Toca el turno de François Couperin (1668-1733), compositor francés, organista de la capilla real, clavecinista y maestro, a quien siglos después Maurice Ravel le dedicara una obra para piano: “La tumba de Couperin”. La de Couperin es un caso de las “familias musicales” —los Bach son el ejemplo más acabado— en donde el talento parecía formar parte de la herencia genética, pues además de su padre, su tío Louis fue muy conocido, y François tuvo dos hijas también intérpretes distinguidas. Es creador de una gran cantidad de obras para el ya mencionado clavecín, pequeño instrumento en el cual, mediante un teclado no muy amplio, se pulsan o pinzan cuerdas con un plectro o púa, sin mayores opciones de variar el volumen de las notas del sonido metálico. El también llamado clavicémbalo o simplemente clave es uno de los antecesores del piano, pero allí las cuerdas se percuten y ofrecen muchos más matices y posibilidades de expresión sonora. Conocido como “El grande”, para diferenciarlo de otro pariente de igual nombre, compuso música de cámara y piezas para órgano, aunque su gran legado son sus preludios —estudiados por Bach— y un conjunto de suites (ordres) organizadas en cuatro volúmenes o “libros”, con un total de 220 piezas. Sin embargo, rápidamente cayó en el olvido durante dos siglos, en forma similar a como ocurrió con otros grandes compositores. Esta es una primera pequeña pieza ilustrativa para el clavecín, y aquí hay otra.

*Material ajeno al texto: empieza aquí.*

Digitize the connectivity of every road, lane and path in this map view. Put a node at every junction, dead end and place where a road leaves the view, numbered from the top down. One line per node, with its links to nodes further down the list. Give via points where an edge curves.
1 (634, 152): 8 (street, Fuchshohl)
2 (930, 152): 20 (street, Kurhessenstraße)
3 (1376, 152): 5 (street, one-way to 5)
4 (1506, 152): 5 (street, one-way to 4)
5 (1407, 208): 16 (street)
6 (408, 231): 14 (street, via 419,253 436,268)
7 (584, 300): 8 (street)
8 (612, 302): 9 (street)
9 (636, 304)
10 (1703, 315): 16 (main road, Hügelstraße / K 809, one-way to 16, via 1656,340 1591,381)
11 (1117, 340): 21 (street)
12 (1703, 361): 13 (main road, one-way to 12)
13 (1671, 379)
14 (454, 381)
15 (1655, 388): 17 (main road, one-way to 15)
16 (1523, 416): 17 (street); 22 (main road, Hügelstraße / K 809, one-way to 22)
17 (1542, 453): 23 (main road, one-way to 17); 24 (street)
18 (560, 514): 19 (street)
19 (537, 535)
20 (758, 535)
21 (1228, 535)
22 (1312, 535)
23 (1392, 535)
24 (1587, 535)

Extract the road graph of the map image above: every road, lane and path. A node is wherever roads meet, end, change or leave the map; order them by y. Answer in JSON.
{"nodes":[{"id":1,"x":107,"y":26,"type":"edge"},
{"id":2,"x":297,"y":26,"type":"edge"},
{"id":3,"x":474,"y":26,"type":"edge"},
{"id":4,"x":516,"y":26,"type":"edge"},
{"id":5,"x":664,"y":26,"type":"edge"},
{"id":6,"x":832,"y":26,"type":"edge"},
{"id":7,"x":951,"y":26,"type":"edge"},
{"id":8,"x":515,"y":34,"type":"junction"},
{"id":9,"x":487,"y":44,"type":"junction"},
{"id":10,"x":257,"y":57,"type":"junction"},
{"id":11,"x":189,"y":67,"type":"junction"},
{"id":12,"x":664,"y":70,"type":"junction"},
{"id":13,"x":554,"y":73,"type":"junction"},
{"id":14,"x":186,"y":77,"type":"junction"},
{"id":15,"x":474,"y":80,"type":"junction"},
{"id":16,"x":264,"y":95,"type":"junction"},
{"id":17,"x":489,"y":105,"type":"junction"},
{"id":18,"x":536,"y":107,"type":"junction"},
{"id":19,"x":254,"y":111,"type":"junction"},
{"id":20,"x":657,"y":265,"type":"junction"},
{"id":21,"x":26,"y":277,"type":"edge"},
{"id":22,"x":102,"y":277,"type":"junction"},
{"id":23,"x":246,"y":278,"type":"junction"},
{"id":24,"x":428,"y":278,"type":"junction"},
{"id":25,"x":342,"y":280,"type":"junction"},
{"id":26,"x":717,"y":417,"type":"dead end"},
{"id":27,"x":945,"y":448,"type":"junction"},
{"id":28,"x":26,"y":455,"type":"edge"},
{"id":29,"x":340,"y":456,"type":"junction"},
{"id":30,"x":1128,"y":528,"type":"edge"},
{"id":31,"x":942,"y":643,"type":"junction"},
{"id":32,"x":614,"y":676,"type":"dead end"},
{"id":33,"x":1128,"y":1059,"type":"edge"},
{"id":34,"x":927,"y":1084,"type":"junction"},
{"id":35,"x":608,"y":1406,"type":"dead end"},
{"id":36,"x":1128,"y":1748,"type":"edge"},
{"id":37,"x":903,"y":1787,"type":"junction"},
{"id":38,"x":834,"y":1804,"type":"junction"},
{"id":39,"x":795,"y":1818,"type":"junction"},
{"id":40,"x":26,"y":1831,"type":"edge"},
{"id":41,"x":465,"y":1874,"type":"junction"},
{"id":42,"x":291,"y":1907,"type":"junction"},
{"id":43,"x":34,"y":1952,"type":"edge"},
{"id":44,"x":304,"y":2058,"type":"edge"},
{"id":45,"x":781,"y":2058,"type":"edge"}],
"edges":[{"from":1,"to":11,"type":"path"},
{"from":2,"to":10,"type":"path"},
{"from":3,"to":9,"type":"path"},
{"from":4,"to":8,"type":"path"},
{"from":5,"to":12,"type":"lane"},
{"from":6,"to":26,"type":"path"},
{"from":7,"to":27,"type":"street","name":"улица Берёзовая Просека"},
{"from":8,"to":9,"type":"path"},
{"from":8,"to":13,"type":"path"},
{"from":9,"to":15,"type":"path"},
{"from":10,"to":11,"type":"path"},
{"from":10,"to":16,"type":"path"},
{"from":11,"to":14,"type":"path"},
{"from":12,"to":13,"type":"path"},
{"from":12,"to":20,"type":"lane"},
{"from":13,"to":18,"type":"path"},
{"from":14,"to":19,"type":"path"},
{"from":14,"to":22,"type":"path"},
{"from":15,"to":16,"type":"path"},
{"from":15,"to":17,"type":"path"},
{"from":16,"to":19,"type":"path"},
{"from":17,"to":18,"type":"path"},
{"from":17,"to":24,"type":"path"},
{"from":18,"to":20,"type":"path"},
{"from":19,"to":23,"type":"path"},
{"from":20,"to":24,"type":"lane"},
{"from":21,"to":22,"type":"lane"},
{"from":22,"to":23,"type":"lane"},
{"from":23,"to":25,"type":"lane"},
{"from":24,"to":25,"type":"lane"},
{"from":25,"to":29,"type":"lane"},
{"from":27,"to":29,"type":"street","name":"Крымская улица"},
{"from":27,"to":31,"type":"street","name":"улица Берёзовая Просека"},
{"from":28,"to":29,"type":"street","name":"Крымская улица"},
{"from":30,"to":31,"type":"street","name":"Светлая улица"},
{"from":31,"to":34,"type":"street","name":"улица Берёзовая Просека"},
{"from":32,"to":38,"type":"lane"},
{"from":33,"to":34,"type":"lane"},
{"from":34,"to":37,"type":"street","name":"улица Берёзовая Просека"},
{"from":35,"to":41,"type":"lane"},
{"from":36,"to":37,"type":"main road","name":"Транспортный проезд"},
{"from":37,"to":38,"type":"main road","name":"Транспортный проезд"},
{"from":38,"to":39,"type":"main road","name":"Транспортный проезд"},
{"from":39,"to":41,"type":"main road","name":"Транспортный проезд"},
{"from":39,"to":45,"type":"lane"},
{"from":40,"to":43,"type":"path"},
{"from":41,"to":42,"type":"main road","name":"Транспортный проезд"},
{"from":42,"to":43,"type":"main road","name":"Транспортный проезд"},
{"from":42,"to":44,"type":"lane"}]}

Seguimos con el italiano Tomaso Albinoni (1671-1750), quien inicialmente se consideraba a sí mismo como un compositor amateur de sonatas, conciertos, cantatas y óperas, hasta que a la muerte de su padre en 1709 se dedicó de lleno a esa tarea y llegó a escribir más de 50 óperas, aunque ninguna se conserva en su totalidad. Es conocido por sus conciertos-sonata para violín y cuerdas y por otros para oboe, como este bello ejemplo, el Opus 9, #5, con duración de 8 minutos y medio.
Todavía en 1975, el ya citado Grove Dictionary of Music and Musicians no recogía el ahora famoso y popular “Adagio” como una obra de Albinoni; realmente no fue compuesto por él, sino por un musicólogo reciente dedicado a su obra. Más formalmente, entonces, esa celebrada pieza debiera conocerse como “Adagio a la Albinoni”.

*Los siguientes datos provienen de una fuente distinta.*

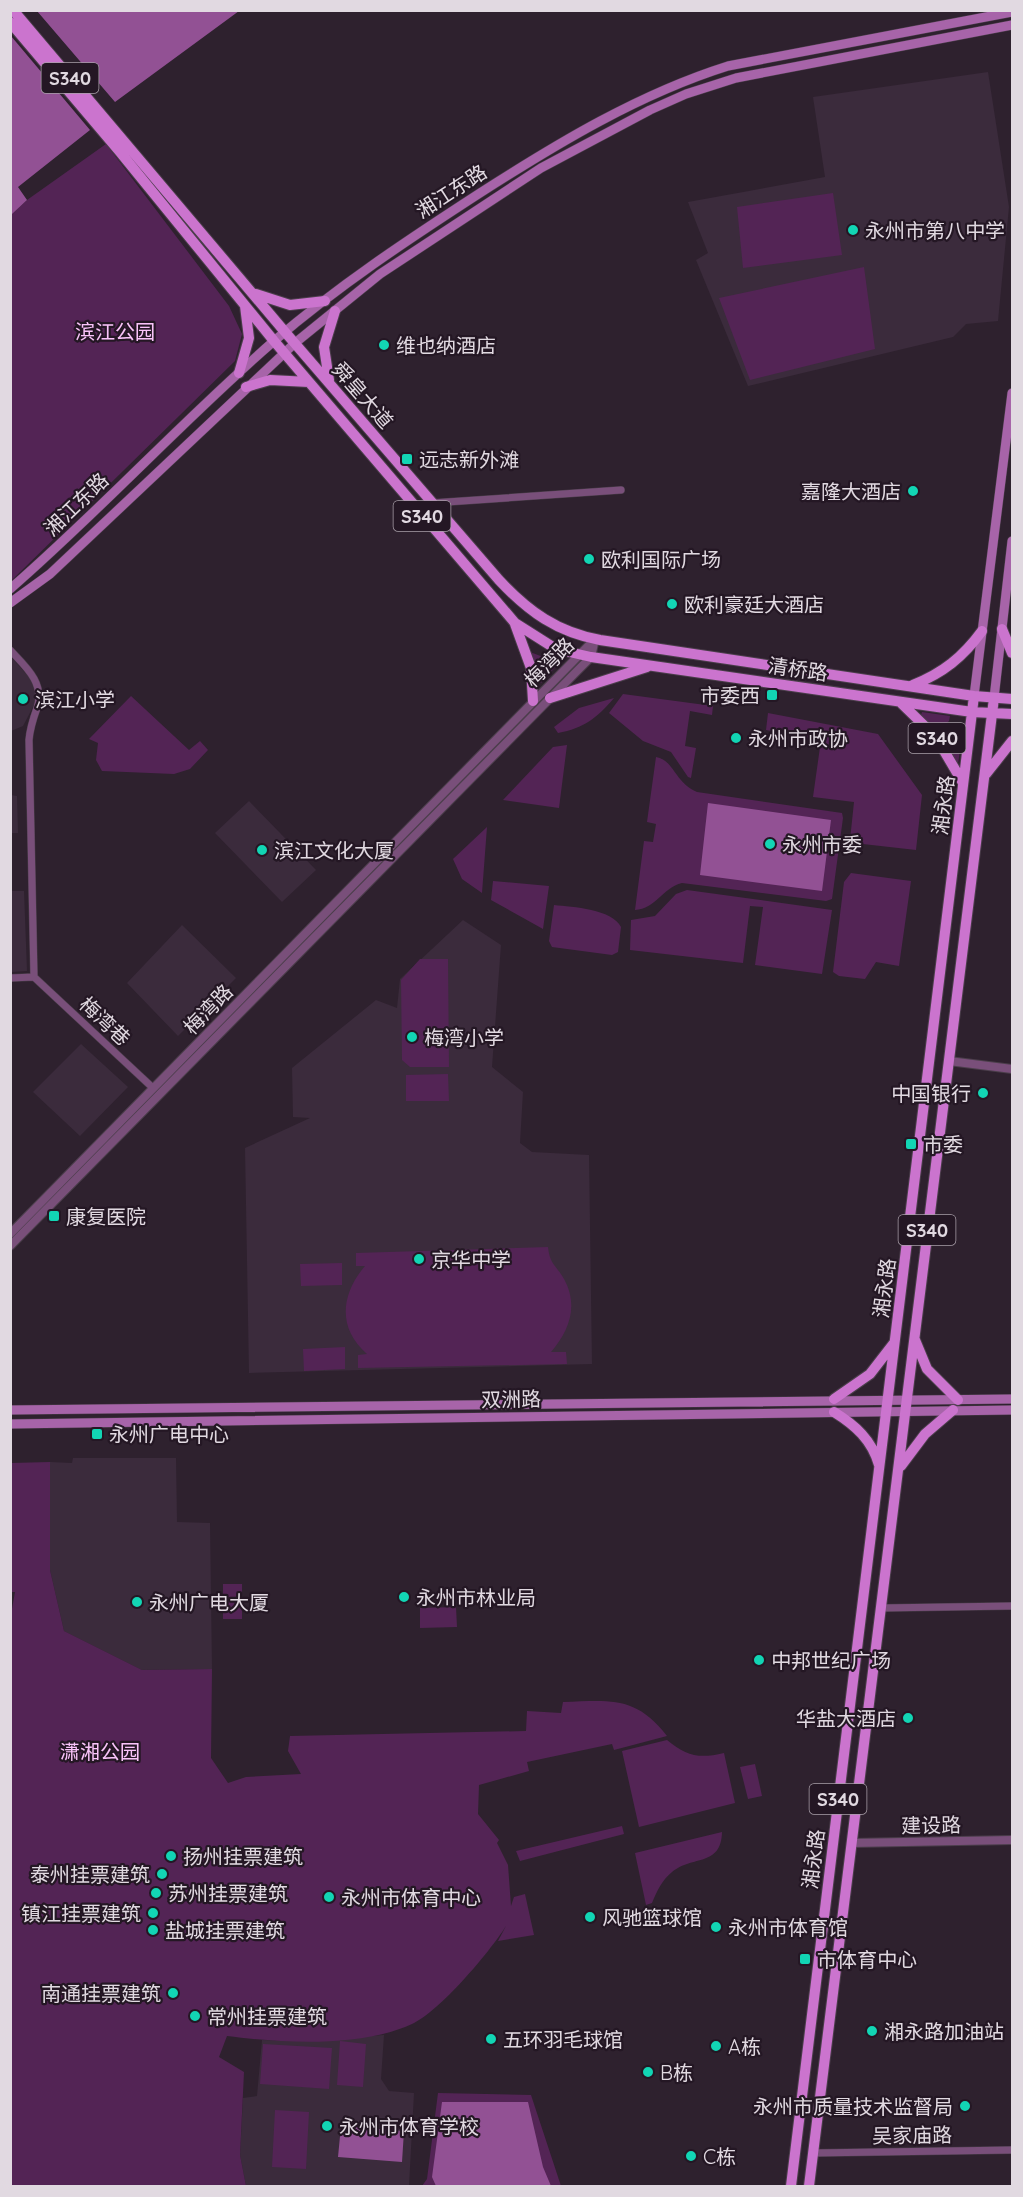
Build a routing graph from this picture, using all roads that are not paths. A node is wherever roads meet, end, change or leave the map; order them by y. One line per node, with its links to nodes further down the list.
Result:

Llega el primer peso pesado de nuestro recorrido: Antonio Vivaldi (1676-1741), hijo de un violinista en San Marcos; músico precoz, compositor y violinista veneciano muchas veces considerado como la principal figura musical del barroco tardío, antecesor directo de Bach y creador de cientos de obras, entre una gran cantidad de conciertos —una de sus especialidades— para cuerdas y diversos instrumentos solistas (una o más flautas, mandolinas, violines y otros); música sacra; óperas; sonatas para cello o para orquesta de cámara, y muchas piezas más. La influencia de Vivaldi proviene de la innovación y calidad de su extensa obra, así como de la herencia que dejó para el resto de la producción universal, el “gran público” incluido.
Un ejemplo es “Las cuatro estaciones”, una de sus composiciones más conocidas tanto en su tiempo como ahora. Se trata de cuatro conciertos interconectados, de enorme dinamismo y colorido. En CD o en Internet se pueden conseguir con facilidad, y desde ya invito al amable lector a dedicarle 40 continuos y gozosos minutos de su atención en algún momento cercano.
Vivaldi fue ordenado sacerdote antes de los 30 años de edad, y pudo entonces convertirse en maestro de música en uno de los múltiples hospicios para huérfanas de Venecia, del que egresaron instrumentistas de fama regional. Desde allí se dio a conocer mediante sus múltiples sonatas y conciertos, firmados como “músico de violín y maestro de conciertos del pío hospicio de la Piedad”. Este es un conocido ejemplo de uno de esos conciertos (L'estro armonico, la inspiración armónica), un conjunto de 12 piezas de gran influencia en la posterior música de Bach, cercano a la copiosa producción imperante en Venecia, pues por esos tiempos igualmente se estrenaban allí obras de enormes compositores como Albinoni, Scarlatti (padre e hijo), Handel y Marcello, de quienes luego hablaremos en esta serie de artículos.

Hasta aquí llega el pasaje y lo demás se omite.